An artful take on the sporting life
By Lydia Strohl
Friday, Dec. 16, 2011
In Middleburg, it's normal to see people in riding britches shopping in the grocery store. Foxhunters trot through town before the Christmas parade. Weekend parties often include shooting at sporting clays, deer or birds.
So it's no surprise that the nation's leading repository of literature about field sports, more than 17,000 volumes, resides here in the National Sporting Library, built in 1954 by a group of wealthy residents.
But the museum at the National Sporting Library, which opened this fall, is a surprise: It's a first-class gem. I walk through the door to find that same satisfying hush you encounter in the art institutions on the Mall. Artists sit in corners and sketch. Strategically placed seats allow contemplation.
The museum's inaugural exhibit is "Afield in America: 400 Years of Animal and Sporting Art," 150 works chronicling field sports and our national connection to animals, on display until Jan. 14. What hits me first is the sheer beauty of the art - magnificent landscapes and animals in action. It's the story of America - a county fair here, a wagon train there, a buffalo hunt. A cougar chases deer seemingly right out of the frame.
But look deeper.
"There's allegory and metaphor in all these," says Turner Reuter, a longtime library board member. A former foxhunter and steeplechase jockey, he first saw sporting art in fine homes at hunt breakfasts and race parties, and began collecting at age 19. He has a gallery at Middleburg's Red Fox Inn, which he runs with his family.
The exhibit springs from Reuter's book, "Animal and Sporting Artists in America," a 30-year endeavor. "These artists developed a unique national style reflecting the diversity of people, the wildlife and breadth of the landscape," he says. "I've devoted my life to this art."
The exhibit winds through the museum, an 1805 manor house on the edge of Middleburg, expanded with additional gallery space. Galleries in the original brick house - very like many of the homes these works were commissioned for - are intimate, with original floors and thick windowsills. The adjoining galleries have soaring ceilings and wide expanses of wall. The entire museum, which is privately funded, incorporates state-of-the-art technologies.
Each gallery has a theme.
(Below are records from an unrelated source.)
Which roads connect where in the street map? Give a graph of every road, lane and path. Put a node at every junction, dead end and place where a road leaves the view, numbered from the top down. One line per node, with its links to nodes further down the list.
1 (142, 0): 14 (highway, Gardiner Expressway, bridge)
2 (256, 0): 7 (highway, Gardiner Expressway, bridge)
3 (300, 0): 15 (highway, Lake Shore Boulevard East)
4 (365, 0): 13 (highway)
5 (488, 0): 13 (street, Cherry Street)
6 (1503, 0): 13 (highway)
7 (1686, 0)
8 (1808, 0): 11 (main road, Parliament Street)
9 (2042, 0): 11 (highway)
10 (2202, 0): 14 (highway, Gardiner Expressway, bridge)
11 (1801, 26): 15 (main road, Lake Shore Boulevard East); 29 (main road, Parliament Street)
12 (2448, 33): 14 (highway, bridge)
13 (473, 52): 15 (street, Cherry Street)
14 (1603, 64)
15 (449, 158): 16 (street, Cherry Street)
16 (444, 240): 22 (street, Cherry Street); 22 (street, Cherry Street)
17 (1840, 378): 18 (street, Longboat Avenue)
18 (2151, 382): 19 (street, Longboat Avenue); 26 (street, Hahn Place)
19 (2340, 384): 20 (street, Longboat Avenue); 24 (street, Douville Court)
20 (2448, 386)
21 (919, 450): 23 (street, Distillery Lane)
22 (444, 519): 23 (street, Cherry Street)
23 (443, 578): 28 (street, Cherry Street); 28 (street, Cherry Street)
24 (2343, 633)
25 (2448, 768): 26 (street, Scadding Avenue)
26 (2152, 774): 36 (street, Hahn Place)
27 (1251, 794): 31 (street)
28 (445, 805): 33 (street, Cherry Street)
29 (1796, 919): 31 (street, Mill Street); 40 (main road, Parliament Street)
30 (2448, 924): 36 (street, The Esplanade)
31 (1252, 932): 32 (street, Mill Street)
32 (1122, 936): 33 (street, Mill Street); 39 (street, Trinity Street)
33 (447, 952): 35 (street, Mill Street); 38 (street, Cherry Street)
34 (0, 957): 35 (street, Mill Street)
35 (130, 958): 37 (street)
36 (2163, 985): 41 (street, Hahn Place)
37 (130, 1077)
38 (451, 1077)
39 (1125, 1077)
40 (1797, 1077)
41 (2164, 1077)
We start in the old building, in a downstairs gallery of early work by Europeans in America. A 1619 engraving by Johann Theodor de Bry shows a sportsman's paradise, fish and game aplenty. It's essentially an ad for Virginia (and democracy: no need to own land, just get here and carve out your piece). Also here is the striking "Long Haired Squirrel," a hard-to-find original John James Audubon.
The next gallery is Reuter's favorite, showcasing early examples of art by Americans. "Portrait of the Racehorse American Eclipse, 1822," painted by Alvan Fisher in the wooden style of English equestrian paintings, hangs just below Edward Troye's realistic "Mary Randolph, 1833." Just 10 years later, Troye is already developing characteristics of American art: You can see the horse's withers, and the landscape is uniquely American. In another of his paintings, "Turkey Shooting," a diverse hunting party points up the democratic nature of field sports in America. In Europe, they were generally reserved for the elite.
"The artists were sportsmen themselves," Reuter says in front of Thomas Hewes Hinckley's "The Days Bag: Gun Dogs and Game." Painted just before the Civil War, it foreshadows impending strife while accurately detailing the sport. "You can't fake a painting like that," Reuter says.
There are history lessons, as in the juxtaposition of Alfred Jacob Miller's "A Surround of Buffalo by Indians, 1848-58," depicting the Indian method of taking only the buffalo needed, with Louis Maurer's violent "Great Royal Buffalo Hunt, 1894," a massacre led by Buffalo Bill Cody. Local history is represented in Franklin Voss's 1919 paintings, commissioned by Joseph Thomas, of the Piedmont Hunt riding in nearby Upperville, where they still foxhunt today. And in a portrait of local philanthropist Paul Mellon, an avid collector and benefactor of this museum, by Jamie Wyeth.
There are social lessons: African Americans are both slaves ("Asteroid With Old Ansel and Brown Dick With the Alexander Colors, c. 1864") and freed men (spectators in "Great Royal Buffalo Hunt"). The entryway holds a model of the Vanderbilt family carriage, one of six cast in sterling silver for a dinner party, owned by the museum.
There are political messages, as in Rockwell Kent's "Sportsman's Delight, 1941," with its anti-hunting sentiment, or conservation overtones in Winslow Homer's "Boy Fishing, 1892" (on exhibit through Jan. 8), which depicts a simpler time in the Adirondacks.
And serendipitous moments, which come from the gathering of so many masterworks from disparate places. The deep blues of "In a Tight Place" by Roy Martell Mason are amplified by the tempestuous seas of "Marlin on the Rise" by William Goadby Lawrence. Or Elie Nadelman's bronze "Resting Stag" reflecting the lush golden overtones of William Herbert Dutton's art deco masterpiece "Tapestry of Autumn."
I see something different each time I visit, but what I take away is always the same: delight.